Supplied material:

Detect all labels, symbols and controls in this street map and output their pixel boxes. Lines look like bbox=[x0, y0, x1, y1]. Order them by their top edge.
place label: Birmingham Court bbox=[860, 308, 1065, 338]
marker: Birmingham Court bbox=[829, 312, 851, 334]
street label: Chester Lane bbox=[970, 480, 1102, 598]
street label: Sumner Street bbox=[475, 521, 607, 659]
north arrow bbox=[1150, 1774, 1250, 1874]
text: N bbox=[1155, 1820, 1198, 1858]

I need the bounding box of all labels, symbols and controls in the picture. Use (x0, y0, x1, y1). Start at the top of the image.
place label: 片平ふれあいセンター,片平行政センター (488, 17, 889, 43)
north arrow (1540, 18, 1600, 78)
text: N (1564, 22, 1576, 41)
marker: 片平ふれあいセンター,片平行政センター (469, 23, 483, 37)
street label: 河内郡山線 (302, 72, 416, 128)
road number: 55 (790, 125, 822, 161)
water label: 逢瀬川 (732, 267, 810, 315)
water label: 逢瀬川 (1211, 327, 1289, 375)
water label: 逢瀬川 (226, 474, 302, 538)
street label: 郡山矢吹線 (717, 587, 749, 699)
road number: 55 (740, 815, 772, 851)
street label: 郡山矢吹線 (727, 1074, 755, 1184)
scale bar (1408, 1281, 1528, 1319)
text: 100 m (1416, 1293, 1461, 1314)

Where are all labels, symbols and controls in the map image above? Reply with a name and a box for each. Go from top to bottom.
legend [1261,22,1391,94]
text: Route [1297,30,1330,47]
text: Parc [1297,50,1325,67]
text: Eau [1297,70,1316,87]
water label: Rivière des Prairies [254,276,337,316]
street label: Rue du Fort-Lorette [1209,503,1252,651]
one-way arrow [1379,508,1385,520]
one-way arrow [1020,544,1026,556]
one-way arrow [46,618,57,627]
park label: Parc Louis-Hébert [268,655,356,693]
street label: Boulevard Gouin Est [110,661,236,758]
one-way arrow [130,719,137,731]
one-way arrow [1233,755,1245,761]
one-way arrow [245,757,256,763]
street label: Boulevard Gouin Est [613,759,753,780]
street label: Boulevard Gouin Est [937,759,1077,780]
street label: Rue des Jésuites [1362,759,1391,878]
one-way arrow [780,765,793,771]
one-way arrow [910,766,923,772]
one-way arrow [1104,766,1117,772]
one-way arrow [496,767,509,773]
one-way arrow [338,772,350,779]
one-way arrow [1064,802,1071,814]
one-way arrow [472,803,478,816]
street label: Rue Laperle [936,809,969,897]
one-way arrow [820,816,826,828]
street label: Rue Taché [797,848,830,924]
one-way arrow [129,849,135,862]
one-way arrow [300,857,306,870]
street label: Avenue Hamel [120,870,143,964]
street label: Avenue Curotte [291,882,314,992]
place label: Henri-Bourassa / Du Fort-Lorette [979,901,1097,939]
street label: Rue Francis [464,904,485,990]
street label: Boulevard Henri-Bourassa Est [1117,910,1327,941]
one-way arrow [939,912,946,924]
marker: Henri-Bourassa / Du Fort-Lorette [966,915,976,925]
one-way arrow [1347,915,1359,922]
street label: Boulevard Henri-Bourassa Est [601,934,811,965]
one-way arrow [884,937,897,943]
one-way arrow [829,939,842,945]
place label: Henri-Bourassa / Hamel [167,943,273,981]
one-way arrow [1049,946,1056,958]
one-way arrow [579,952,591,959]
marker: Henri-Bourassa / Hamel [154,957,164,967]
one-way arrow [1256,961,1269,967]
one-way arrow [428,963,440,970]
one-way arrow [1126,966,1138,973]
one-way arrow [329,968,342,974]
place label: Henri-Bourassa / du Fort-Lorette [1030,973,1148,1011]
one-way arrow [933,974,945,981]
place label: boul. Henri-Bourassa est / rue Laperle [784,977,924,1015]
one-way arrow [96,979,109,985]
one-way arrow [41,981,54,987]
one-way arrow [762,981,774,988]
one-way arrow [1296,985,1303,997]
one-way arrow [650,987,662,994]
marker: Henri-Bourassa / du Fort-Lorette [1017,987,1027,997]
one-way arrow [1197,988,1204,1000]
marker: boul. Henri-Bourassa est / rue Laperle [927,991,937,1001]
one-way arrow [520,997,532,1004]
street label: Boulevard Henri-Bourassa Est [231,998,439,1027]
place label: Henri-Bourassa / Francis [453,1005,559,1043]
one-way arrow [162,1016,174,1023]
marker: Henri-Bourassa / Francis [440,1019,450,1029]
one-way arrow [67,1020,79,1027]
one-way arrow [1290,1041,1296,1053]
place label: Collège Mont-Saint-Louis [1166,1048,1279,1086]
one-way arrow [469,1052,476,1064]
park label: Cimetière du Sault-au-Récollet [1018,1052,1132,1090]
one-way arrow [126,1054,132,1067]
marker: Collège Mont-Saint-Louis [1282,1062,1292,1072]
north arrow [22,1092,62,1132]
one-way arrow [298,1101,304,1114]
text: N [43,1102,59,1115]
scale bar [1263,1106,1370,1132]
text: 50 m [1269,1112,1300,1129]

What you will do: Reproduce every entry above without a single alteration.

Exercise solution:
Detect all labels, symbols and controls in this street map and output their pixel boxes. Lines look like bbox=[x0, y0, x1, y1]. Order them by their top edge.
place label: Birmingham Court bbox=[860, 308, 1065, 338]
marker: Birmingham Court bbox=[829, 312, 851, 334]
street label: Chester Lane bbox=[970, 480, 1102, 598]
street label: Sumner Street bbox=[475, 521, 607, 659]
north arrow bbox=[1150, 1774, 1250, 1874]
text: N bbox=[1155, 1820, 1198, 1858]

I need the bounding box of all labels, symbols and controls in the picture. Use (x0, y0, x1, y1). Start at the top of the image.
place label: 片平ふれあいセンター,片平行政センター (488, 17, 889, 43)
north arrow (1540, 18, 1600, 78)
text: N (1564, 22, 1576, 41)
marker: 片平ふれあいセンター,片平行政センター (469, 23, 483, 37)
street label: 河内郡山線 (302, 72, 416, 128)
road number: 55 (790, 125, 822, 161)
water label: 逢瀬川 (732, 267, 810, 315)
water label: 逢瀬川 (1211, 327, 1289, 375)
water label: 逢瀬川 (226, 474, 302, 538)
street label: 郡山矢吹線 (717, 587, 749, 699)
road number: 55 (740, 815, 772, 851)
street label: 郡山矢吹線 (727, 1074, 755, 1184)
scale bar (1408, 1281, 1528, 1319)
text: 100 m (1416, 1293, 1461, 1314)

Where are all labels, symbols and controls in the map image above? Reply with a name and a box for each. Go from top to bottom.
legend [1261,22,1391,94]
text: Route [1297,30,1330,47]
text: Parc [1297,50,1325,67]
text: Eau [1297,70,1316,87]
water label: Rivière des Prairies [254,276,337,316]
street label: Rue du Fort-Lorette [1209,503,1252,651]
one-way arrow [1379,508,1385,520]
one-way arrow [1020,544,1026,556]
one-way arrow [46,618,57,627]
park label: Parc Louis-Hébert [268,655,356,693]
street label: Boulevard Gouin Est [110,661,236,758]
one-way arrow [130,719,137,731]
one-way arrow [1233,755,1245,761]
one-way arrow [245,757,256,763]
street label: Boulevard Gouin Est [613,759,753,780]
street label: Boulevard Gouin Est [937,759,1077,780]
street label: Rue des Jésuites [1362,759,1391,878]
one-way arrow [780,765,793,771]
one-way arrow [910,766,923,772]
one-way arrow [1104,766,1117,772]
one-way arrow [496,767,509,773]
one-way arrow [338,772,350,779]
one-way arrow [1064,802,1071,814]
one-way arrow [472,803,478,816]
street label: Rue Laperle [936,809,969,897]
one-way arrow [820,816,826,828]
street label: Rue Taché [797,848,830,924]
one-way arrow [129,849,135,862]
one-way arrow [300,857,306,870]
street label: Avenue Hamel [120,870,143,964]
street label: Avenue Curotte [291,882,314,992]
place label: Henri-Bourassa / Du Fort-Lorette [979,901,1097,939]
street label: Rue Francis [464,904,485,990]
street label: Boulevard Henri-Bourassa Est [1117,910,1327,941]
one-way arrow [939,912,946,924]
marker: Henri-Bourassa / Du Fort-Lorette [966,915,976,925]
one-way arrow [1347,915,1359,922]
street label: Boulevard Henri-Bourassa Est [601,934,811,965]
one-way arrow [884,937,897,943]
one-way arrow [829,939,842,945]
place label: Henri-Bourassa / Hamel [167,943,273,981]
one-way arrow [1049,946,1056,958]
one-way arrow [579,952,591,959]
marker: Henri-Bourassa / Hamel [154,957,164,967]
one-way arrow [1256,961,1269,967]
one-way arrow [428,963,440,970]
one-way arrow [1126,966,1138,973]
one-way arrow [329,968,342,974]
place label: Henri-Bourassa / du Fort-Lorette [1030,973,1148,1011]
one-way arrow [933,974,945,981]
place label: boul. Henri-Bourassa est / rue Laperle [784,977,924,1015]
one-way arrow [96,979,109,985]
one-way arrow [41,981,54,987]
one-way arrow [762,981,774,988]
one-way arrow [1296,985,1303,997]
one-way arrow [650,987,662,994]
marker: Henri-Bourassa / du Fort-Lorette [1017,987,1027,997]
one-way arrow [1197,988,1204,1000]
marker: boul. Henri-Bourassa est / rue Laperle [927,991,937,1001]
one-way arrow [520,997,532,1004]
street label: Boulevard Henri-Bourassa Est [231,998,439,1027]
place label: Henri-Bourassa / Francis [453,1005,559,1043]
one-way arrow [162,1016,174,1023]
marker: Henri-Bourassa / Francis [440,1019,450,1029]
one-way arrow [67,1020,79,1027]
one-way arrow [1290,1041,1296,1053]
place label: Collège Mont-Saint-Louis [1166,1048,1279,1086]
one-way arrow [469,1052,476,1064]
park label: Cimetière du Sault-au-Récollet [1018,1052,1132,1090]
one-way arrow [126,1054,132,1067]
marker: Collège Mont-Saint-Louis [1282,1062,1292,1072]
north arrow [22,1092,62,1132]
one-way arrow [298,1101,304,1114]
text: N [43,1102,59,1115]
scale bar [1263,1106,1370,1132]
text: 50 m [1269,1112,1300,1129]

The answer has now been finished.